• TASK DETAILS: From first line to last, output the records below exactly.

= Beginning of Section =

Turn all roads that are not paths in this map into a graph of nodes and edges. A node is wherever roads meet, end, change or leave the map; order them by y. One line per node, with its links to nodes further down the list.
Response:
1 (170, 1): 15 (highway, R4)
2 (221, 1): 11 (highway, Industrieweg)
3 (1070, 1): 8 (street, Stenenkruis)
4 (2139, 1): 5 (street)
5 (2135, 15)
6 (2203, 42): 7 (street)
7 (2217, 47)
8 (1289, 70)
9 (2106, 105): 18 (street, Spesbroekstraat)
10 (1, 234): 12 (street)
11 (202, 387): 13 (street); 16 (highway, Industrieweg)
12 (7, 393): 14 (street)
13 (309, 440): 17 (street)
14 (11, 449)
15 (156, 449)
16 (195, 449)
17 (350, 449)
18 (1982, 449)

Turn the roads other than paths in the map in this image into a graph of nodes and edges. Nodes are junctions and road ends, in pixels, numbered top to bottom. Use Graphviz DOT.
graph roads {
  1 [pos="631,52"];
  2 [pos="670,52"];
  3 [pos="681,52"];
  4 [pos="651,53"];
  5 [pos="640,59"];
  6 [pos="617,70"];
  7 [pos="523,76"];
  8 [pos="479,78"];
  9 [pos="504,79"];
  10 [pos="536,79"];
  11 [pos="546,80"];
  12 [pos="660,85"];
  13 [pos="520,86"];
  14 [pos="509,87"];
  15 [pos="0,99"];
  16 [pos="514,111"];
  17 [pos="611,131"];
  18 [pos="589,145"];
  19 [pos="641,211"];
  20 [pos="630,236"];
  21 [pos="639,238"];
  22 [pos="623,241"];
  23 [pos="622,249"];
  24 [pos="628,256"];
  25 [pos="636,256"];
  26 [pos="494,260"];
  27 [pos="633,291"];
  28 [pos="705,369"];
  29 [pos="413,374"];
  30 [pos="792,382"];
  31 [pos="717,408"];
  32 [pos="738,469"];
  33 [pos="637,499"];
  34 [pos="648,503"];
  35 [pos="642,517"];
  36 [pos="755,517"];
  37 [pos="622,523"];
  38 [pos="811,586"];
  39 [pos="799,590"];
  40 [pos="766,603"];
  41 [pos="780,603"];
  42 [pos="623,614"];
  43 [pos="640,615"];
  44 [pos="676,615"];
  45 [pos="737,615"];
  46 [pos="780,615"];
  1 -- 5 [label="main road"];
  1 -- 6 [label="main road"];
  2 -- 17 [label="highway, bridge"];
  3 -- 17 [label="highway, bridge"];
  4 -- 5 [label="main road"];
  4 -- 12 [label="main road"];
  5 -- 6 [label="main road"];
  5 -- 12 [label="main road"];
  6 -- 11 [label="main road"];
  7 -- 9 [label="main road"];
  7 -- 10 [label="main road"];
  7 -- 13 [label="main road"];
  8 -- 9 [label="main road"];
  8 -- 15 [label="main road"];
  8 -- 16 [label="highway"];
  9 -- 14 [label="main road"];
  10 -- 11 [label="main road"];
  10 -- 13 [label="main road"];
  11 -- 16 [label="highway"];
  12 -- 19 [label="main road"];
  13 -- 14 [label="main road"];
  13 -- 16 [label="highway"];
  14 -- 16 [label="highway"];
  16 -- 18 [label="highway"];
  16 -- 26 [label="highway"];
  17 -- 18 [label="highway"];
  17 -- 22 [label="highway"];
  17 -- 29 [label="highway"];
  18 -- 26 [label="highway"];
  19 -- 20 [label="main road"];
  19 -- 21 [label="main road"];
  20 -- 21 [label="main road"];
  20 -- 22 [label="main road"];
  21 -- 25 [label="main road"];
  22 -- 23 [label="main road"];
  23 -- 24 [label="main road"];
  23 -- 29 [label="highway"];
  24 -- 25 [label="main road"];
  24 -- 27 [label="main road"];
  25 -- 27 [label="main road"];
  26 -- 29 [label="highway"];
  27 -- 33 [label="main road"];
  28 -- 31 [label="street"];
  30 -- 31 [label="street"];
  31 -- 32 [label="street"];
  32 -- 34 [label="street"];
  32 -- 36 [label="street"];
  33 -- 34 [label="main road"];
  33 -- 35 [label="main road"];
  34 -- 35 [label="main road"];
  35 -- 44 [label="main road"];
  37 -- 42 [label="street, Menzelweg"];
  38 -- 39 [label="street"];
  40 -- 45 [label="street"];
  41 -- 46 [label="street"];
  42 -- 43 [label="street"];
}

= End of Section =

• ANSWER TO THIS PROBLEM:
Turn all roads that are not paths in this map into a graph of nodes and edges. A node is wherever roads meet, end, change or leave the map; order them by y. One line per node, with its links to nodes further down the list.
Response:
1 (170, 1): 15 (highway, R4)
2 (221, 1): 11 (highway, Industrieweg)
3 (1070, 1): 8 (street, Stenenkruis)
4 (2139, 1): 5 (street)
5 (2135, 15)
6 (2203, 42): 7 (street)
7 (2217, 47)
8 (1289, 70)
9 (2106, 105): 18 (street, Spesbroekstraat)
10 (1, 234): 12 (street)
11 (202, 387): 13 (street); 16 (highway, Industrieweg)
12 (7, 393): 14 (street)
13 (309, 440): 17 (street)
14 (11, 449)
15 (156, 449)
16 (195, 449)
17 (350, 449)
18 (1982, 449)

Turn the roads other than paths in the map in this image into a graph of nodes and edges. Nodes are junctions and road ends, in pixels, numbered top to bottom. Use Graphviz DOT.
graph roads {
  1 [pos="631,52"];
  2 [pos="670,52"];
  3 [pos="681,52"];
  4 [pos="651,53"];
  5 [pos="640,59"];
  6 [pos="617,70"];
  7 [pos="523,76"];
  8 [pos="479,78"];
  9 [pos="504,79"];
  10 [pos="536,79"];
  11 [pos="546,80"];
  12 [pos="660,85"];
  13 [pos="520,86"];
  14 [pos="509,87"];
  15 [pos="0,99"];
  16 [pos="514,111"];
  17 [pos="611,131"];
  18 [pos="589,145"];
  19 [pos="641,211"];
  20 [pos="630,236"];
  21 [pos="639,238"];
  22 [pos="623,241"];
  23 [pos="622,249"];
  24 [pos="628,256"];
  25 [pos="636,256"];
  26 [pos="494,260"];
  27 [pos="633,291"];
  28 [pos="705,369"];
  29 [pos="413,374"];
  30 [pos="792,382"];
  31 [pos="717,408"];
  32 [pos="738,469"];
  33 [pos="637,499"];
  34 [pos="648,503"];
  35 [pos="642,517"];
  36 [pos="755,517"];
  37 [pos="622,523"];
  38 [pos="811,586"];
  39 [pos="799,590"];
  40 [pos="766,603"];
  41 [pos="780,603"];
  42 [pos="623,614"];
  43 [pos="640,615"];
  44 [pos="676,615"];
  45 [pos="737,615"];
  46 [pos="780,615"];
  1 -- 5 [label="main road"];
  1 -- 6 [label="main road"];
  2 -- 17 [label="highway, bridge"];
  3 -- 17 [label="highway, bridge"];
  4 -- 5 [label="main road"];
  4 -- 12 [label="main road"];
  5 -- 6 [label="main road"];
  5 -- 12 [label="main road"];
  6 -- 11 [label="main road"];
  7 -- 9 [label="main road"];
  7 -- 10 [label="main road"];
  7 -- 13 [label="main road"];
  8 -- 9 [label="main road"];
  8 -- 15 [label="main road"];
  8 -- 16 [label="highway"];
  9 -- 14 [label="main road"];
  10 -- 11 [label="main road"];
  10 -- 13 [label="main road"];
  11 -- 16 [label="highway"];
  12 -- 19 [label="main road"];
  13 -- 14 [label="main road"];
  13 -- 16 [label="highway"];
  14 -- 16 [label="highway"];
  16 -- 18 [label="highway"];
  16 -- 26 [label="highway"];
  17 -- 18 [label="highway"];
  17 -- 22 [label="highway"];
  17 -- 29 [label="highway"];
  18 -- 26 [label="highway"];
  19 -- 20 [label="main road"];
  19 -- 21 [label="main road"];
  20 -- 21 [label="main road"];
  20 -- 22 [label="main road"];
  21 -- 25 [label="main road"];
  22 -- 23 [label="main road"];
  23 -- 24 [label="main road"];
  23 -- 29 [label="highway"];
  24 -- 25 [label="main road"];
  24 -- 27 [label="main road"];
  25 -- 27 [label="main road"];
  26 -- 29 [label="highway"];
  27 -- 33 [label="main road"];
  28 -- 31 [label="street"];
  30 -- 31 [label="street"];
  31 -- 32 [label="street"];
  32 -- 34 [label="street"];
  32 -- 36 [label="street"];
  33 -- 34 [label="main road"];
  33 -- 35 [label="main road"];
  34 -- 35 [label="main road"];
  35 -- 44 [label="main road"];
  37 -- 42 [label="street, Menzelweg"];
  38 -- 39 [label="street"];
  40 -- 45 [label="street"];
  41 -- 46 [label="street"];
  42 -- 43 [label="street"];
}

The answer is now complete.